Word for word and without images, reproduce the listing that follows.

Content starts

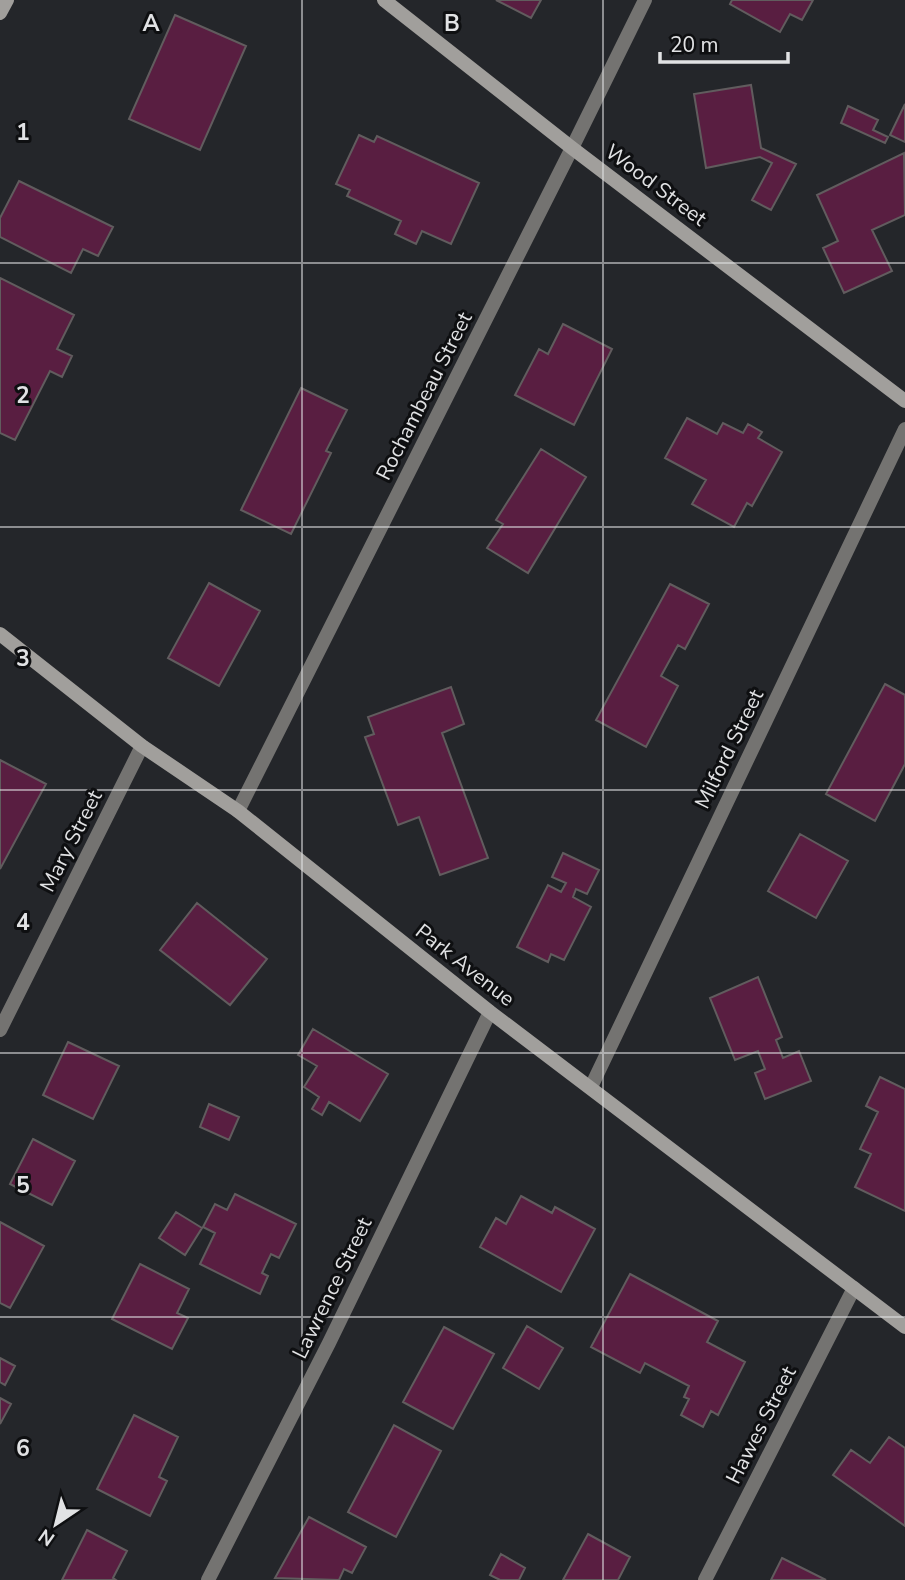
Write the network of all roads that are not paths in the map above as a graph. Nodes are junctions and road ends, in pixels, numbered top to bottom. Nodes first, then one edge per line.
1 (7, 0) edge
2 (384, 0) edge
3 (645, 0) edge
4 (0, 13) edge
5 (572, 149) junction
6 (905, 401) edge
7 (905, 429) edge
8 (0, 634) edge
9 (142, 746) junction
10 (239, 811) junction
11 (490, 1012) junction
12 (0, 1030) edge
13 (591, 1087) junction
14 (854, 1288) junction
15 (905, 1327) edge
16 (208, 1580) edge
17 (705, 1580) edge

1 - 4 street
2 - 5 street, Wood Street
3 - 5 street, Rochambeau Street
5 - 6 street, Wood Street
5 - 10 street, Rochambeau Street
7 - 13 street, Milford Street
8 - 9 street, Park Avenue
9 - 10 street, Park Avenue
9 - 12 street, Mary Street
10 - 11 street, Park Avenue
11 - 13 street, Park Avenue
11 - 16 street, Lawrence Street
13 - 14 street, Park Avenue
14 - 15 street, Park Avenue
14 - 17 street, Hawes Street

Content ends

RESULT BELOW
Write the network of all roads that are not paths in the map above as a graph. Nodes are junctions and road ends, in pixels, numbered top to bottom. Nodes first, then one edge per line.
1 (7, 0) edge
2 (384, 0) edge
3 (645, 0) edge
4 (0, 13) edge
5 (572, 149) junction
6 (905, 401) edge
7 (905, 429) edge
8 (0, 634) edge
9 (142, 746) junction
10 (239, 811) junction
11 (490, 1012) junction
12 (0, 1030) edge
13 (591, 1087) junction
14 (854, 1288) junction
15 (905, 1327) edge
16 (208, 1580) edge
17 (705, 1580) edge

1 - 4 street
2 - 5 street, Wood Street
3 - 5 street, Rochambeau Street
5 - 6 street, Wood Street
5 - 10 street, Rochambeau Street
7 - 13 street, Milford Street
8 - 9 street, Park Avenue
9 - 10 street, Park Avenue
9 - 12 street, Mary Street
10 - 11 street, Park Avenue
11 - 13 street, Park Avenue
11 - 16 street, Lawrence Street
13 - 14 street, Park Avenue
14 - 15 street, Park Avenue
14 - 17 street, Hawes Street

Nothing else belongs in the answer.